SEC Staff Guidance on the Broker-Dealer Financial Responsibility Rules
Last week, the SEC’s Division of Trading and Markets issued guidance on the new financial responsibility rules for broker-dealers published by the agency in July 2013.
The new rules amended the net capital, customer protection, books and records, and notification rules for broker-dealers. The amendments were designed to better protect the customers of broker-dealers and enhance the Commission’s ability to monitor and prevent unsound business practices.
The staff guidance notes that the following rule amendments were effective March 3, 2014:
- Amendments to Rule 15c3-3, with the exception of new paragraph (j)(1);
- Amendments to Rule 15c3-3a;
- Amendments to Rule 17a-3;
- Amendments to Rule 17a-4; and
- The amendment to paragraph (c)(2)(iv)(E)(2) of Rule 15c3-1.
All the remaining amendments were effective on October 21, 2013. (Question 1).
The guidance affirms the staff’s July 11, 2003 letter relating to third party expense sharing agreements. It reiterates the letter’s nine points concerning the application of the financial responsibility rules when a third party assumes responsibility for payment of the broker-dealer’s expenses. (Question 2).

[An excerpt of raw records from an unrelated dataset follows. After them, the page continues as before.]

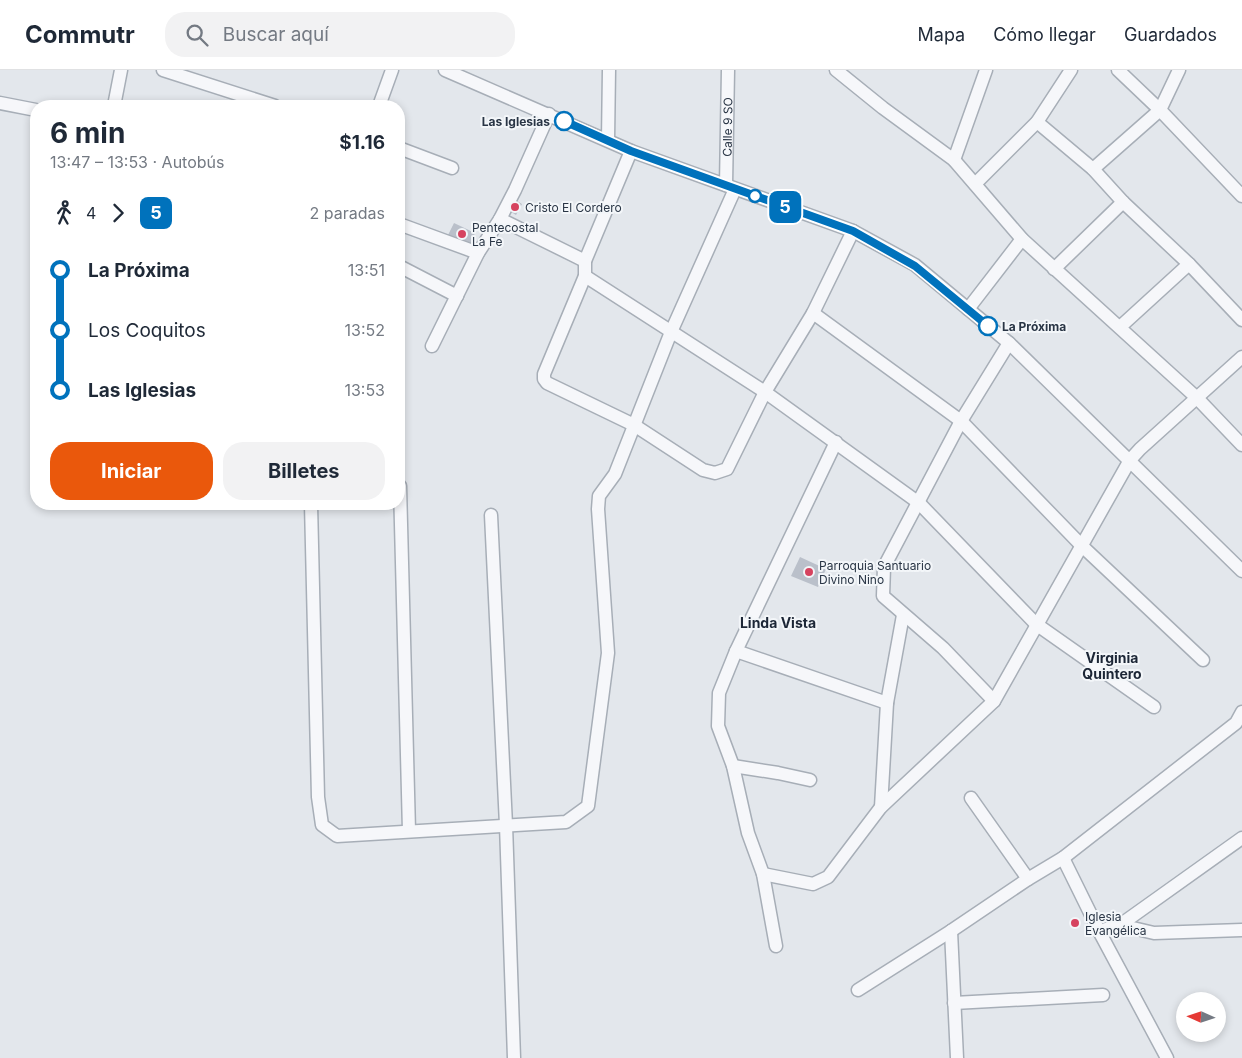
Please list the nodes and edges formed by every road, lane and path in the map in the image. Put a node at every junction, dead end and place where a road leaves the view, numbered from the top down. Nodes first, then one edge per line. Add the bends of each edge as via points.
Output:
1 (121, 70) edge
2 (163, 70) edge
3 (392, 70) edge
4 (445, 70) edge
5 (609, 70) edge
6 (728, 70) edge
7 (836, 70) edge
8 (986, 70) edge
9 (1071, 70) edge
10 (1118, 70) edge
11 (1179, 70) edge
12 (236, 94) junction
13 (115, 100) edge
14 (234, 100) edge
15 (255, 100) edge
16 (381, 100) edge
17 (0, 103) edge
18 (30, 109) edge
19 (1160, 110) junction
20 (549, 114) junction
21 (1037, 122) junction
22 (608, 140) junction
23 (405, 150) edge
24 (631, 151) junction
25 (954, 160) junction
26 (452, 168) dead end
27 (1093, 169) junction
28 (975, 184) junction
29 (730, 187) junction
30 (1242, 196) edge
31 (1123, 202) junction
32 (500, 219) junction
33 (405, 226) edge
34 (853, 231) junction
35 (1022, 238) junction
36 (478, 252) junction
37 (585, 261) junction
38 (1189, 264) junction
39 (405, 269) edge
40 (1054, 269) junction
41 (584, 276) junction
42 (457, 296) junction
43 (968, 309) junction
44 (813, 313) junction
45 (1242, 320) edge
46 (1120, 327) junction
47 (671, 332) junction
48 (1009, 343) junction
49 (432, 346) dead end
50 (1242, 358) edge
51 (765, 392) junction
52 (1197, 398) junction
53 (961, 421) junction
54 (634, 425) junction
55 (836, 442) junction
56 (1242, 445) edge
57 (1130, 460) junction
58 (919, 503) junction
59 (311, 510) edge
60 (401, 510) edge
61 (491, 515) dead end
62 (1082, 546) junction
63 (1242, 571) edge
64 (903, 615) junction
65 (1036, 624) junction
66 (736, 651) junction
67 (1203, 660) dead end
68 (994, 702) junction
69 (887, 703) junction
70 (1154, 708) dead end
71 (1242, 712) edge
72 (733, 766) junction
73 (810, 780) dead end
74 (971, 798) dead end
75 (881, 806) junction
76 (506, 825) junction
77 (409, 831) junction
78 (1242, 838) edge
79 (1063, 858) junction
80 (763, 874) junction
81 (1028, 878) junction
82 (1120, 925) junction
83 (1242, 930) edge
84 (951, 931) junction
85 (1099, 931) junction
86 (776, 946) dead end
87 (858, 990) dead end
88 (1102, 995) dead end
89 (954, 1003) junction
90 (514, 1058) edge
91 (957, 1058) edge
92 (1167, 1058) edge

1 - 13 street
2 - 12 street
3 - 16 street
4 - 20 street
5 - 22 street
6 - 29 street, Calle 9 SO
7 - 25 street
8 - 25 street
9 - 21 street
10 - 19 street
11 - 19 street
12 - 14 street
12 - 15 street
17 - 18 street
19 - 27 street
19 - 30 street
20 - 22 street
20 - 32 street
21 - 27 street
21 - 28 street
22 - 24 street
23 - 26 street
24 - 29 street
24 - 37 street
25 - 28 street
27 - 31 street
28 - 35 street
29 - 34 street
29 - 47 street
31 - 38 street
31 - 40 street
32 - 36 street
32 - 37 street
33 - 36 street
34 - 43 street via 915,266
34 - 44 street
35 - 40 street
35 - 43 street
36 - 42 street
37 - 41 street
38 - 45 street
38 - 46 street
39 - 42 street
40 - 46 street
41 - 47 street
41 - 54 street via 544,379
42 - 49 street
43 - 48 street
44 - 51 street
44 - 53 street
46 - 52 street
47 - 51 street
47 - 54 street
48 - 53 street
48 - 57 street
50 - 52 street
51 - 54 street via 726,469 715,473 703,470
51 - 55 street
52 - 56 street
52 - 57 street
53 - 58 street
53 - 62 street
54 - 76 street via 615,474 600,496 598,510 608,653 588,806 566,822
55 - 58 street
55 - 66 street
57 - 62 street
57 - 63 street
58 - 64 street via 884,567 882,596
58 - 65 street
59 - 77 street via 318,797 322,825 337,836
60 - 77 street
61 - 76 street
62 - 65 street
62 - 67 street
64 - 68 street via 942,648
64 - 69 street
65 - 68 street
65 - 70 street
66 - 69 street
66 - 72 street via 719,693 718,726
68 - 75 street
69 - 75 street
71 - 79 street via 1236,723
72 - 73 street
72 - 80 street via 748,832
74 - 81 street
75 - 80 street via 828,877 814,884
76 - 77 street
76 - 90 street
78 - 82 street
79 - 81 street
79 - 85 street
80 - 86 street
81 - 84 street
82 - 83 street via 1154,933
82 - 85 street
84 - 87 street
84 - 89 street
85 - 92 street
88 - 89 street
89 - 91 street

The guidance also addresses:
- Where special reserve deposits may be held – Rule 15c3-3(e)(5) (Question 3);
- The allocation of customers’ fully paid and excess margin securities to short positions – Rule 15c3-3(d)(4) (Questions 4 and 5);
- Proprietary accounts of broker-dealers – Rule 15c3-3(b)(5) (Questions 6, 7, and 8);
- The treatment of free credit balances outside a sweep program -Rule 15c3-3(j)(2)(i) (Questions 9 and 10);
- Sweep programs – Rule 15c3-3(j)(2)(ii)(A)(2) and Rule 15c3-3(j)(2)(ii)(B)(2) (Questions 11, 12, and 13);
- Bulk transfers (Questions 14, 15, and 16); and
- Amendments to Rule 17a-11 – notification requirements for when a broker-dealer’s repurchase and securities lending activities exceed a certain threshold. (Question 17)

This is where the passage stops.